Statistical analyses were performed using JMP Pro 14 software (SAS Institute, Cary, NC). Descriptive statistics (i.e., mean and standard deviation (SD)) were used to summarize the demographic characteristics of participants and study outcomes. Shapiro–Wilk tests and histograms were used to examine if the EEG outcomes and postural sway metrics were normally distributed. Variables that were not normally distributed were log transformed prior to modeling. For the EEG outcomes, we excluded outliers defined by data points more than four standard deviations away from the mean of that variable.

First, as participants completed the same protocol during four different visits, we examined the test–retest reliability of EEG-derived metrics during single and dual-task conditions using intraclass correlation coefficient (ICC) analysis [28]. ICC was interpreted as follows: greater than 0.70 was excellent, 0.60 to 0.69 was good, 0.40 to 0.59 was fair, and less than 0.40 was poor [29].

Second, the effect of dual-tasking on EEG power across frequency bands was examined using mixed model repeated measures analysis. Data points from all four visits were included in the analysis. Mixed effects models included condition (single vs dual tasking) was included as a fixed effect and a random intercept for subject. Separate analyses were completed for each dependent variable; that is, absolute alpha, theta, and beta power, and theta/beta ratio.

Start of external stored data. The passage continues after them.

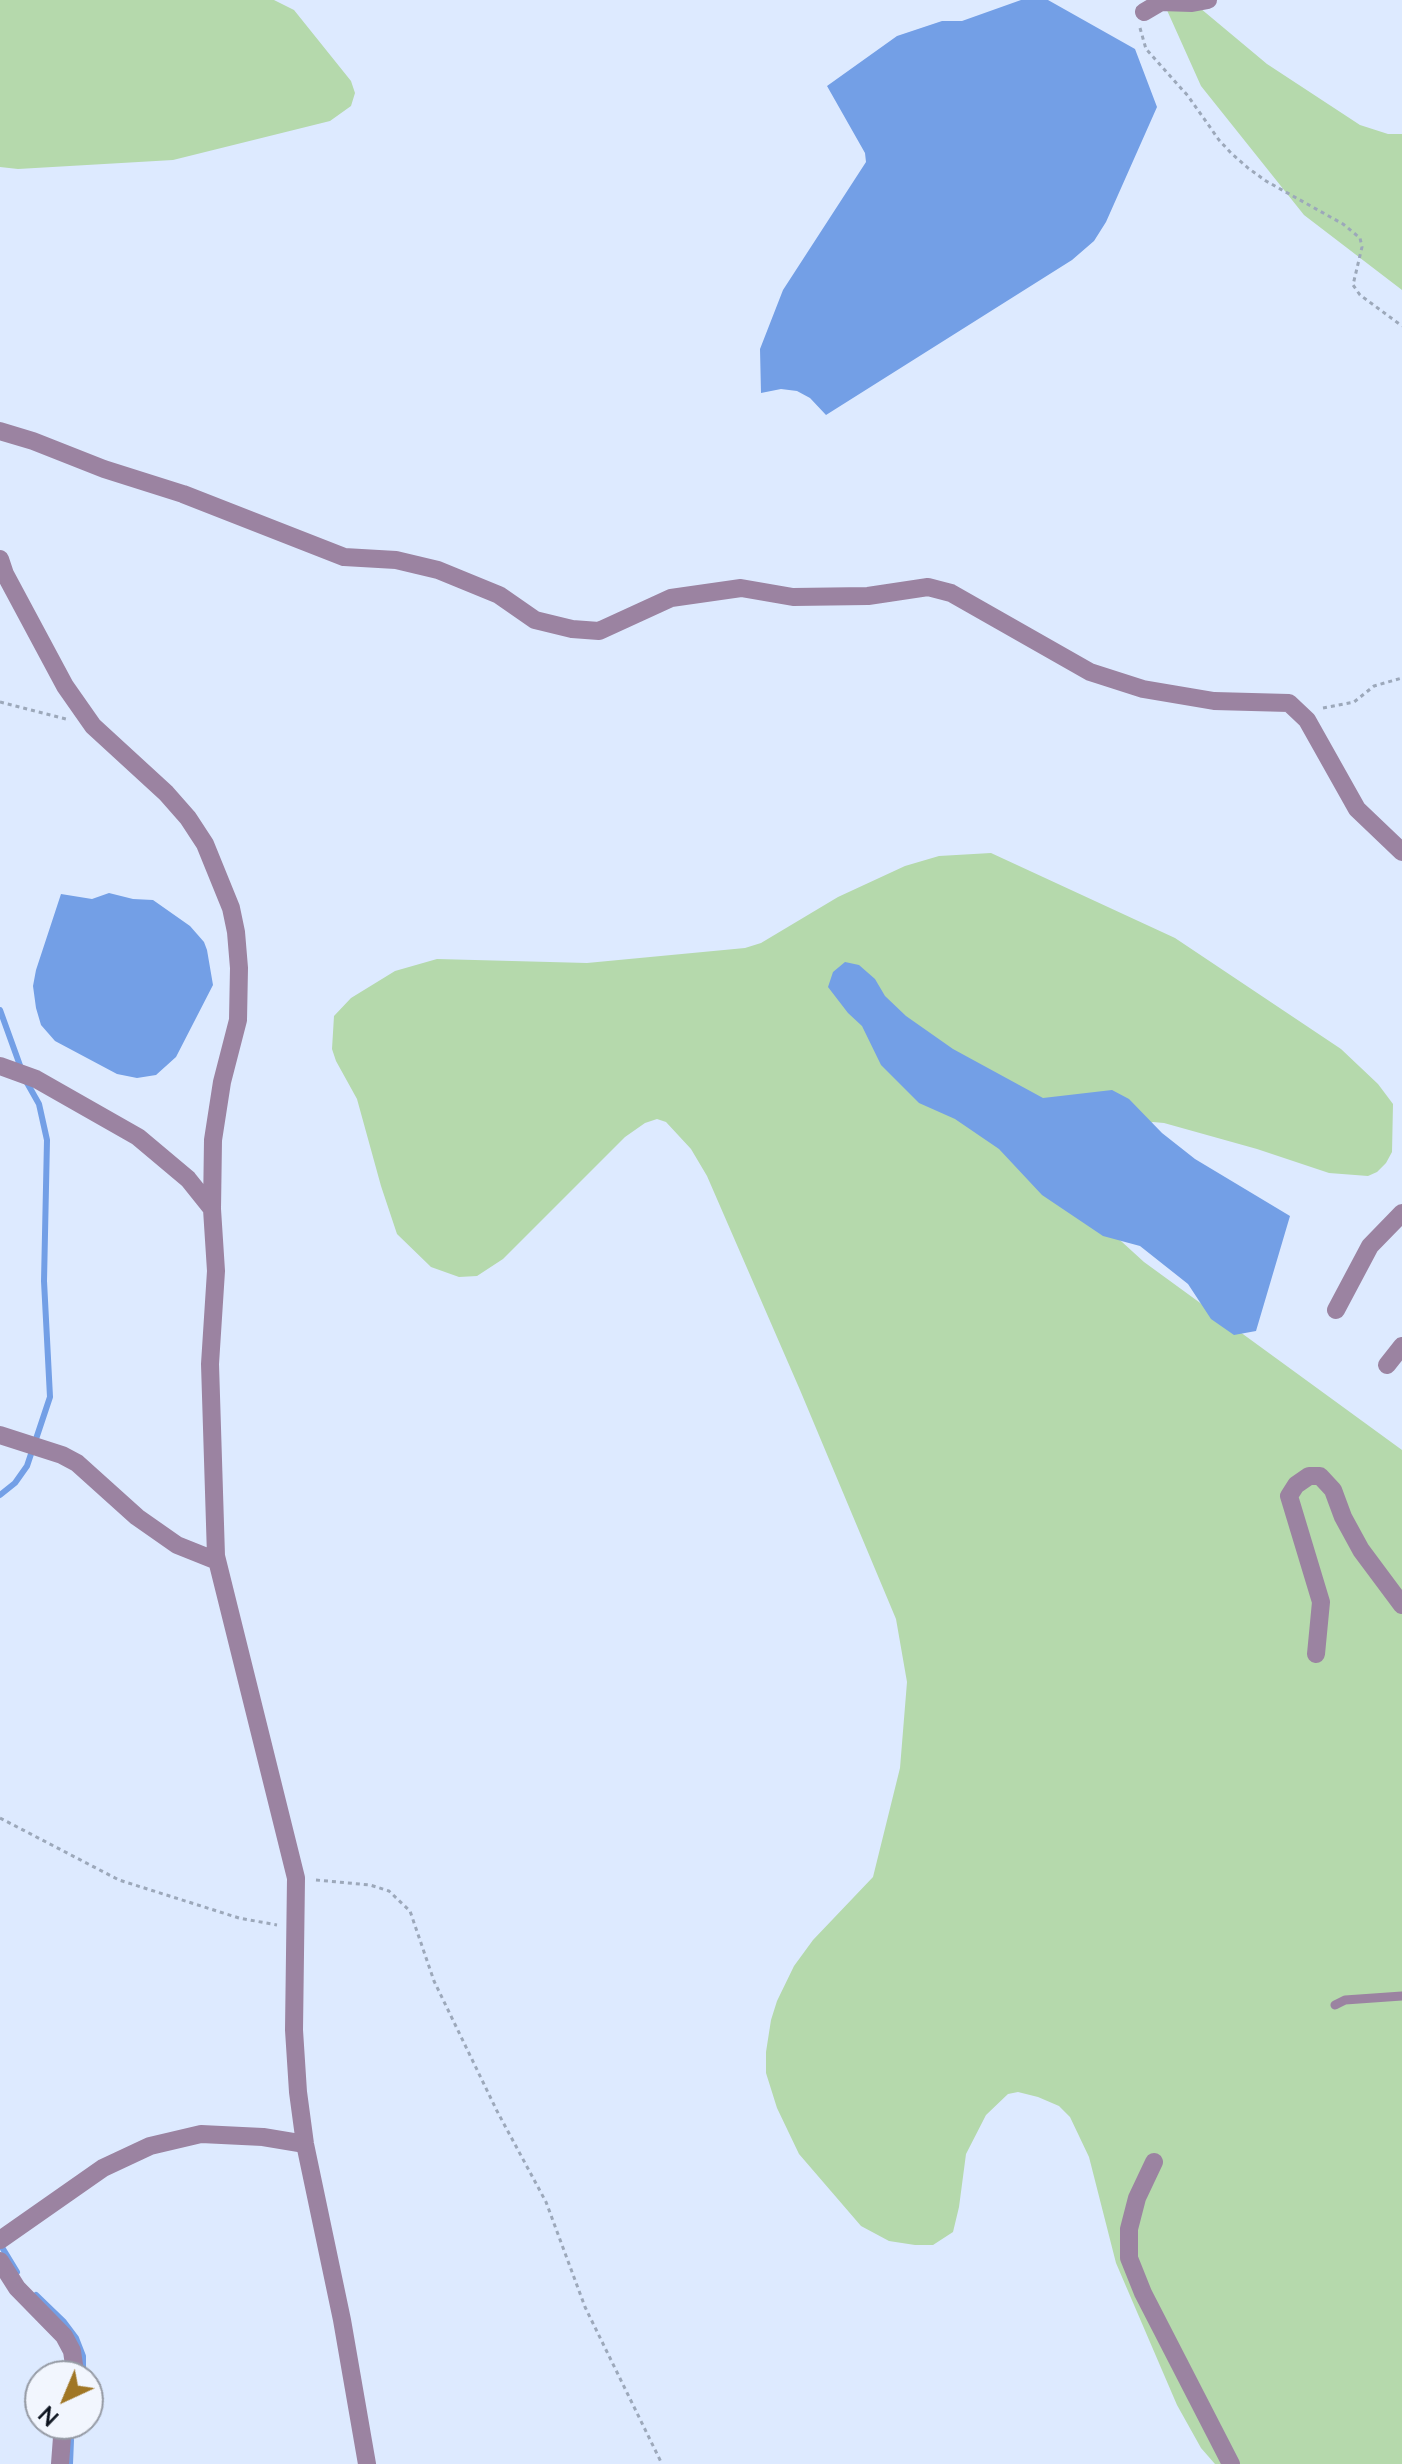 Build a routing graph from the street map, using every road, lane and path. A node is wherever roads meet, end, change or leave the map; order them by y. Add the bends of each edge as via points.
1 (1208, 0) edge
2 (1144, 12) joint
3 (1402, 326) edge
4 (0, 431) edge
5 (0, 559) edge
6 (1402, 678) edge
7 (0, 702) edge
8 (1300, 713) junction
9 (93, 726) junction
10 (1402, 852) edge
11 (0, 1066) edge
12 (212, 1209) junction
13 (1402, 1213) edge
14 (1336, 1310) dead end
15 (1402, 1346) edge
16 (1387, 1365) dead end
17 (0, 1435) edge
18 (217, 1561) junction
19 (1402, 1605) edge
20 (1316, 1654) dead end
21 (0, 1818) edge
22 (296, 1878) junction
23 (297, 1929) junction
24 (1402, 1996) edge
25 (1335, 2005) dead end
26 (305, 2144) junction
27 (1154, 2162) dead end
28 (0, 2240) edge
29 (0, 2261) edge
30 (73, 2360) edge
31 (62, 2440) edge
32 (60, 2464) edge
33 (367, 2464) edge
34 (662, 2464) edge
35 (1231, 2464) edge

1 - 2 street via 1161,2
2 - 3 path via 1140,21 1146,49 1219,140 1257,175 1360,238 1353,285
4 - 8 street via 344,557 396,560 438,570 499,595 535,620 572,629 599,631 671,598 741,588 793,597 868,596 928,587 951,593 1090,672 1143,689 1214,701 1289,703
5 - 9 street via 65,686
6 - 8 path via 1374,686 1354,702
7 - 9 path
8 - 10 street via 1357,809
9 - 12 street via 188,818 205,844 231,908 239,968 238,1020 213,1140
11 - 12 street via 36,1079 138,1137 188,1179
12 - 18 street via 216,1271 210,1364
13 - 14 street via 1370,1246
15 - 16 street
17 - 18 street via 77,1463 177,1545
18 - 22 street
19 - 20 street via 1361,1550 1333,1490 1320,1476 1309,1476 1289,1496 1321,1602
21 - 23 path via 119,1880 239,1918
22 - 23 street
22 - 34 path via 370,1885 389,1891 410,1911 434,1981 546,2202 585,2307
23 - 26 street via 294,2030
24 - 25 lane
26 - 28 street via 201,2134 150,2146 103,2168
26 - 33 street
27 - 35 street via 1137,2198 1129,2258
29 - 30 street via 17,2288 64,2336
31 - 32 street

The relationship between each EEG outcome from each region of interest and each postural sway metric during standing and dual-tasking were assessed by using Pearson’s r correlations for the means of the 4 visits within each participant. The results were interpreted as follows: greater than 0.70 was strong, 0.50 to 0.70 was moderate, and 0.30 to 0.50 was weak [30]. The significance level was set to p < 0.05 for all analyses.